Start of Source material

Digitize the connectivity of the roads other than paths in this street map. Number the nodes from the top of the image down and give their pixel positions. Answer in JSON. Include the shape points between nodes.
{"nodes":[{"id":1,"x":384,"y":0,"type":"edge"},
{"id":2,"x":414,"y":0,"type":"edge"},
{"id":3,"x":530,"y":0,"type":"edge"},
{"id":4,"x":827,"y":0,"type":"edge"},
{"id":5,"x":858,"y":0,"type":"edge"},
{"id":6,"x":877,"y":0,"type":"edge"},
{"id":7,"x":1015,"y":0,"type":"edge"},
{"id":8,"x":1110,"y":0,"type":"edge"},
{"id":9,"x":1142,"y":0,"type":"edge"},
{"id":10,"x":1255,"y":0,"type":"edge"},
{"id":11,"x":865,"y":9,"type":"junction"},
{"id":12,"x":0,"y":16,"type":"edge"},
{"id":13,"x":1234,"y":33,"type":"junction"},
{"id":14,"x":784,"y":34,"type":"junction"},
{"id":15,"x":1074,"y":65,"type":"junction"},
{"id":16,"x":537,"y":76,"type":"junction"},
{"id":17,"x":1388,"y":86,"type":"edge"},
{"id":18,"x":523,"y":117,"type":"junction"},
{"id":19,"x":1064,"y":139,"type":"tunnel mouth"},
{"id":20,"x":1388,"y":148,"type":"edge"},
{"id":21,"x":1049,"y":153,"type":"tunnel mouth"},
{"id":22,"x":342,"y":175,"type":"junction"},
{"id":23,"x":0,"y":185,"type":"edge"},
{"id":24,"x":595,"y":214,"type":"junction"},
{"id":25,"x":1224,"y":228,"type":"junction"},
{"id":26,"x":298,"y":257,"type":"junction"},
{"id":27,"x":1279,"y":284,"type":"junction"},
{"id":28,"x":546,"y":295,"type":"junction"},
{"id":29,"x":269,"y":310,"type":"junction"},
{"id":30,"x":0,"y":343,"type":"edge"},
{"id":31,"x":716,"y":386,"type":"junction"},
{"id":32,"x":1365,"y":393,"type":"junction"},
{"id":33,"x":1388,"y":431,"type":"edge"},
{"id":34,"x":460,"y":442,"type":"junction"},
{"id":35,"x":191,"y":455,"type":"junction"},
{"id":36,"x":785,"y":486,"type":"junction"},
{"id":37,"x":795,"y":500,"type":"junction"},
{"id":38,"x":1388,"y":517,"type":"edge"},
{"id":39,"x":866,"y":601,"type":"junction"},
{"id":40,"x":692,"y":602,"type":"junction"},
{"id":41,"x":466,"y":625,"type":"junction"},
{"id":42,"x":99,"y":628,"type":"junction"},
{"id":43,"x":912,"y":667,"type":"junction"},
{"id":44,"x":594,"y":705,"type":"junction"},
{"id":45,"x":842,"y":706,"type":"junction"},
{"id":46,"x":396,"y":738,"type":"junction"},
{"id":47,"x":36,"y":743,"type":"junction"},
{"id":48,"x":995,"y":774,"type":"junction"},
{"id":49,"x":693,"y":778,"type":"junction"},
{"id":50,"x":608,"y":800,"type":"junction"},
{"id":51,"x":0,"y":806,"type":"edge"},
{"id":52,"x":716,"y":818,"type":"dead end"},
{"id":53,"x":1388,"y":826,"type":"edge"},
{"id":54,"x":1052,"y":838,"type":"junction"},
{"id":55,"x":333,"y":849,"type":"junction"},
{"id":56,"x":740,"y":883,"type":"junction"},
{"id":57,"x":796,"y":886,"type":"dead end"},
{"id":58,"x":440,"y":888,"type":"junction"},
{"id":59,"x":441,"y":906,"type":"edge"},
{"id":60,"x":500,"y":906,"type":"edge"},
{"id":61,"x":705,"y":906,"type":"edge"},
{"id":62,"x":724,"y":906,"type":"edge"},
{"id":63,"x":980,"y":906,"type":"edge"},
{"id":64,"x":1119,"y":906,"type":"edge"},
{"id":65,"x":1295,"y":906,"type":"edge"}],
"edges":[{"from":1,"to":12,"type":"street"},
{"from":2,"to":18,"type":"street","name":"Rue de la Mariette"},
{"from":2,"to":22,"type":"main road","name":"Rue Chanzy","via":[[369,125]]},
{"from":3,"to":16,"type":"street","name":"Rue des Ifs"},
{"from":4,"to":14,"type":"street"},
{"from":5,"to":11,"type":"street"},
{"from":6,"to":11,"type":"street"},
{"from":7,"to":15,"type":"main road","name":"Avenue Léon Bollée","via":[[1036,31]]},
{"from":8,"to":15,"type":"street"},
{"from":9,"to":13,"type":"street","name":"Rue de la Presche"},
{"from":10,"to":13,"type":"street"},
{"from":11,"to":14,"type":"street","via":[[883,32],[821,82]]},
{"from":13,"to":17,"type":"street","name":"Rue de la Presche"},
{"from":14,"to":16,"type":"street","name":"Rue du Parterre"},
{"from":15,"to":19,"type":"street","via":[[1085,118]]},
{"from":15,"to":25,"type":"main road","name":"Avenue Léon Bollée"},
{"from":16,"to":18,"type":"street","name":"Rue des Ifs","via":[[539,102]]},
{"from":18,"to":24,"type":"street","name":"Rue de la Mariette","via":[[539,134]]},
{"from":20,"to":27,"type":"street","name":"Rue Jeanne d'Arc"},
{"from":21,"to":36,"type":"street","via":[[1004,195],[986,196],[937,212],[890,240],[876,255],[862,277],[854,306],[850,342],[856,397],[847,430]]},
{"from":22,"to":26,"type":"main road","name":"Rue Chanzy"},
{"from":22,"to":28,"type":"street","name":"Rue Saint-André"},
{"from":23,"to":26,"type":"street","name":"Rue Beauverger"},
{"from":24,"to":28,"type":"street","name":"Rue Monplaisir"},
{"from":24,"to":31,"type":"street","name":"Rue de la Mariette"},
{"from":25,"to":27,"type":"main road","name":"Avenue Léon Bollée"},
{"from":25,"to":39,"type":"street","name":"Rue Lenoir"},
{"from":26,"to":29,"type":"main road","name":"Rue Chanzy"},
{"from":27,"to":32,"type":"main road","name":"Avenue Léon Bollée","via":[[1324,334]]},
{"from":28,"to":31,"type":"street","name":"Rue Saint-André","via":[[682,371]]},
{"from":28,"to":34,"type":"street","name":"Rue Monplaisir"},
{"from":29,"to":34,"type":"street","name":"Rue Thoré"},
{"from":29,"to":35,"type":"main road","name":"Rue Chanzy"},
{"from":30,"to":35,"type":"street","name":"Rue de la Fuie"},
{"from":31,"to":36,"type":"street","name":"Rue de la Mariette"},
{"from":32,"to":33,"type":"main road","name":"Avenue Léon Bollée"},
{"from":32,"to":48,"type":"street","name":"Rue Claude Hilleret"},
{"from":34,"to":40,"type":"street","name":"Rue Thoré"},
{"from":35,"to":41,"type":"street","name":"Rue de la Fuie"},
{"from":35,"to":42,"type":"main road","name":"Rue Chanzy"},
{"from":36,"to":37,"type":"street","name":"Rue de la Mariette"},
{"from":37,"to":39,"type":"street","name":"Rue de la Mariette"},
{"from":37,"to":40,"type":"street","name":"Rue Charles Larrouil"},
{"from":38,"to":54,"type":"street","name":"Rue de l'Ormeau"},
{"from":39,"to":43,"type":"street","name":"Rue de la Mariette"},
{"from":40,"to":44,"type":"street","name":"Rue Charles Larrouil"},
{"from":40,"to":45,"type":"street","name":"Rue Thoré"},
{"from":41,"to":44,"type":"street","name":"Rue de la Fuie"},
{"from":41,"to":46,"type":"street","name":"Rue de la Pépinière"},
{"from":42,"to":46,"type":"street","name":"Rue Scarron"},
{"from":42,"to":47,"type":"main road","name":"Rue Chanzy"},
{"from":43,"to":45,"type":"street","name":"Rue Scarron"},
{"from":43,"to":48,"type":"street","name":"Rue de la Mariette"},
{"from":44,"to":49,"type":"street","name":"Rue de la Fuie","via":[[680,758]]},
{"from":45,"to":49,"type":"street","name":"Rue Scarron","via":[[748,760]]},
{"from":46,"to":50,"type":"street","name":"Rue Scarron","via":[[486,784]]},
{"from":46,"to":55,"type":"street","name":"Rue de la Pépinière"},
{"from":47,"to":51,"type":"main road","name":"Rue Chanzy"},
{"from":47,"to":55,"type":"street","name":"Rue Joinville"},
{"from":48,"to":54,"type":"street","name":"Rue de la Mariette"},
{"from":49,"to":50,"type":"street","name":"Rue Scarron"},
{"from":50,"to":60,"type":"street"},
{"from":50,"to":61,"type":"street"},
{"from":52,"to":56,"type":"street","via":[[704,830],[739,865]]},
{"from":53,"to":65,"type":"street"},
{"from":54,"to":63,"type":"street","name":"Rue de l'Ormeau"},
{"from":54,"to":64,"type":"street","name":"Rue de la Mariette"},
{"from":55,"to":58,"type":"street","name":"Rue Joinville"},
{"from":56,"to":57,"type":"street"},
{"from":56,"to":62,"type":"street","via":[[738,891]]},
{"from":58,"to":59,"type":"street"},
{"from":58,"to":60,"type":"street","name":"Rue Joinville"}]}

End of Source material
Start of Source material

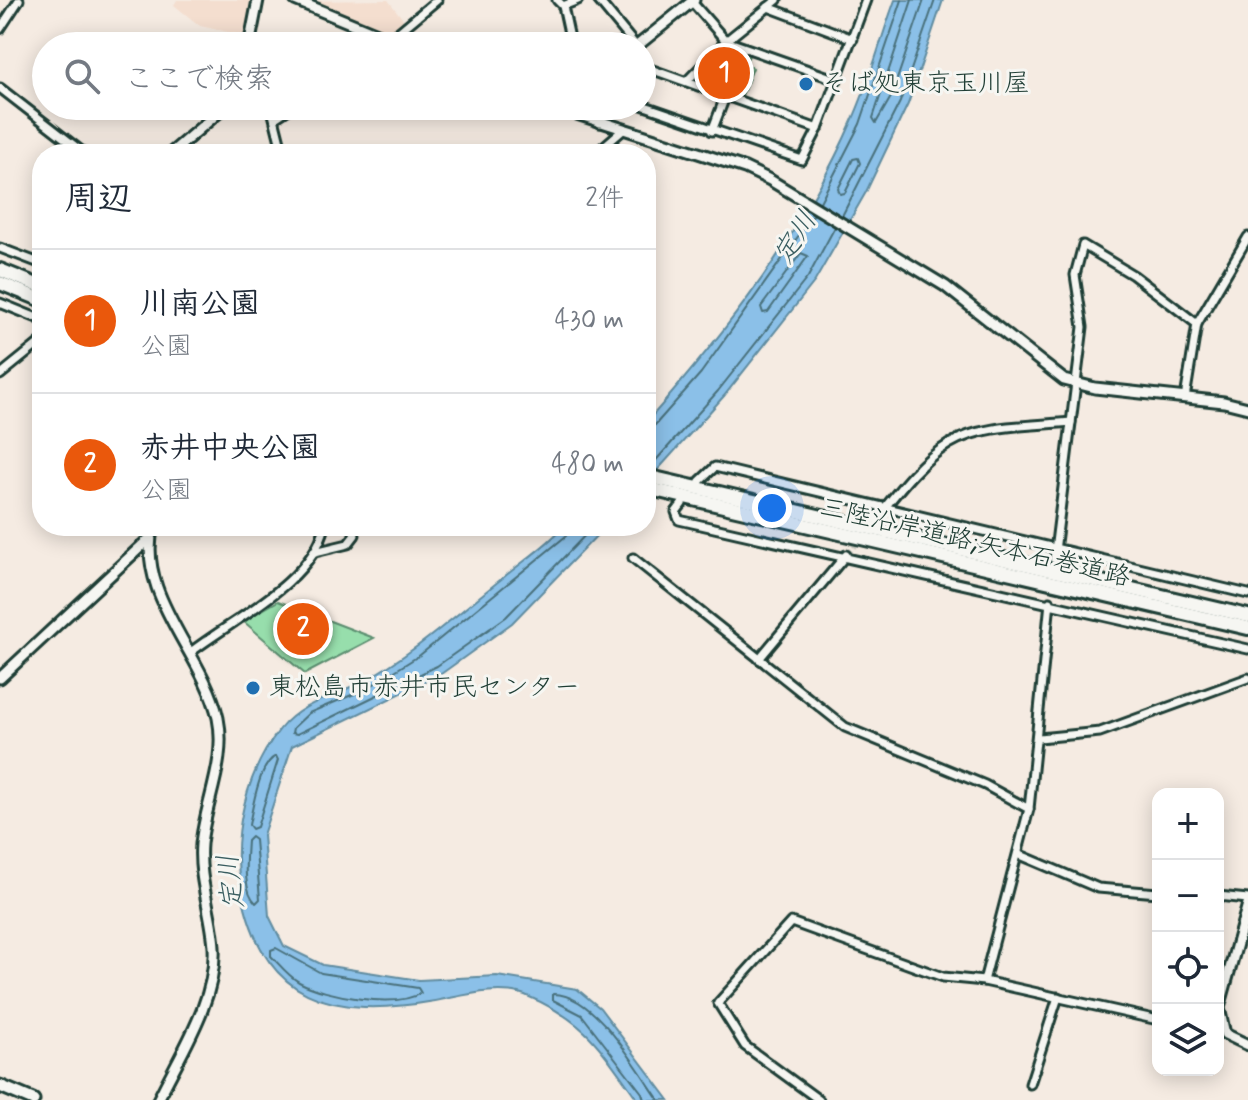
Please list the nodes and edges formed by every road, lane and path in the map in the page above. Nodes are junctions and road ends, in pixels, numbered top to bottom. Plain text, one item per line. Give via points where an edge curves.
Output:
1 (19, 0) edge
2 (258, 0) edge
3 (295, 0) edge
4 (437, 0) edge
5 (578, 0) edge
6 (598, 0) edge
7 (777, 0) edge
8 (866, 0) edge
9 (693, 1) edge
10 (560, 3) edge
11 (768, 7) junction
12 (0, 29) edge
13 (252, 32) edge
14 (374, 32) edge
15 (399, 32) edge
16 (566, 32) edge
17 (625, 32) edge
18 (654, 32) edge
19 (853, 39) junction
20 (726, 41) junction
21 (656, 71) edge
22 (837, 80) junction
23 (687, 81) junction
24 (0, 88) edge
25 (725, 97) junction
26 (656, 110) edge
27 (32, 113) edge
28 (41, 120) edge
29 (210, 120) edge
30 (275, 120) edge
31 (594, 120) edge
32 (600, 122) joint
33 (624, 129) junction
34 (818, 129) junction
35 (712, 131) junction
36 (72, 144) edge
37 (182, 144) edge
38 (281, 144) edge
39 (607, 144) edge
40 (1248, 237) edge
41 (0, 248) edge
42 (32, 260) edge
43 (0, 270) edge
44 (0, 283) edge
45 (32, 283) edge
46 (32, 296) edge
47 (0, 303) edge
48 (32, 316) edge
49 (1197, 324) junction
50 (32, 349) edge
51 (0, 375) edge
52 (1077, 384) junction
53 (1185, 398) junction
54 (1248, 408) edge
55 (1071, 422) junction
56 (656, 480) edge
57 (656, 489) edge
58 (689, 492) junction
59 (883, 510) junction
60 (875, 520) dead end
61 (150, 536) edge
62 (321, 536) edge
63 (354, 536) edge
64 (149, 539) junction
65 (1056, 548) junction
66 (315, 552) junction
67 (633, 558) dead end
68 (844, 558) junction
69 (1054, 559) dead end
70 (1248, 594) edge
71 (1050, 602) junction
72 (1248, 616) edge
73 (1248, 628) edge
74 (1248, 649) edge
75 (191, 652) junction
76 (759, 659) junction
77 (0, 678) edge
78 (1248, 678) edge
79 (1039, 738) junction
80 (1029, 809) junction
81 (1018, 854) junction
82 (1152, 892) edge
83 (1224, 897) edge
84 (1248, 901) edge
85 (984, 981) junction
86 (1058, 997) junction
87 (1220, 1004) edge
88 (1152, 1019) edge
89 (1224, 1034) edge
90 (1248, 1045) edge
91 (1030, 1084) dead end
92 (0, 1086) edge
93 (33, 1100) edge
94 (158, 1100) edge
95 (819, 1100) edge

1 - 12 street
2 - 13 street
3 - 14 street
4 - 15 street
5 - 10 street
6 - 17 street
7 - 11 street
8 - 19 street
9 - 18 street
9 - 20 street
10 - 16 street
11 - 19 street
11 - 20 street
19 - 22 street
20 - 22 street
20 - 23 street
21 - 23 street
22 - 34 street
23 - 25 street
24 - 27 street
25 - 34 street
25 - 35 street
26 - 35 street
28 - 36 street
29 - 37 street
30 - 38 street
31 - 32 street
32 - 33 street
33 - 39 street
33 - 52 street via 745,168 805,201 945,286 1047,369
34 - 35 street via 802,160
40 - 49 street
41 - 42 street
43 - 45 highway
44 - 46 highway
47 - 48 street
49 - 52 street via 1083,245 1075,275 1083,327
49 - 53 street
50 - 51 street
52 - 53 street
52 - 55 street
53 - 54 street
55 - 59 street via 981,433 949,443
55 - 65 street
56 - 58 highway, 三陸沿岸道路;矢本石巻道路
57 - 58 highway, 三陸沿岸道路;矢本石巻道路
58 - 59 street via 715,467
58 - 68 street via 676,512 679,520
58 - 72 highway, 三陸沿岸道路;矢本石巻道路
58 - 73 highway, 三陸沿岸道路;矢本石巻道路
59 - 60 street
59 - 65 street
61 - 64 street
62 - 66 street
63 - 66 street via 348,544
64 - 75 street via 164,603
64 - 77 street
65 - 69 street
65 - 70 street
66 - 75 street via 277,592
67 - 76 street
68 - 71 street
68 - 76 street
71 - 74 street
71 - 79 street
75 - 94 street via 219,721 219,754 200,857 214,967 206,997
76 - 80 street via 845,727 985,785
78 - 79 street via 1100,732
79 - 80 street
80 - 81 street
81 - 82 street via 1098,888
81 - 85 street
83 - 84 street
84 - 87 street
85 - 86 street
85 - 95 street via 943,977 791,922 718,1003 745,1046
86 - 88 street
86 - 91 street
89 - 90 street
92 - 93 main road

End of Source material

What belongs in the answer is each line of the data that has the word "dead".

{"id":52,"x":716,"y":818,"type":"dead end"},
{"id":57,"x":796,"y":886,"type":"dead end"},
60 (875, 520) dead end
67 (633, 558) dead end
69 (1054, 559) dead end
91 (1030, 1084) dead end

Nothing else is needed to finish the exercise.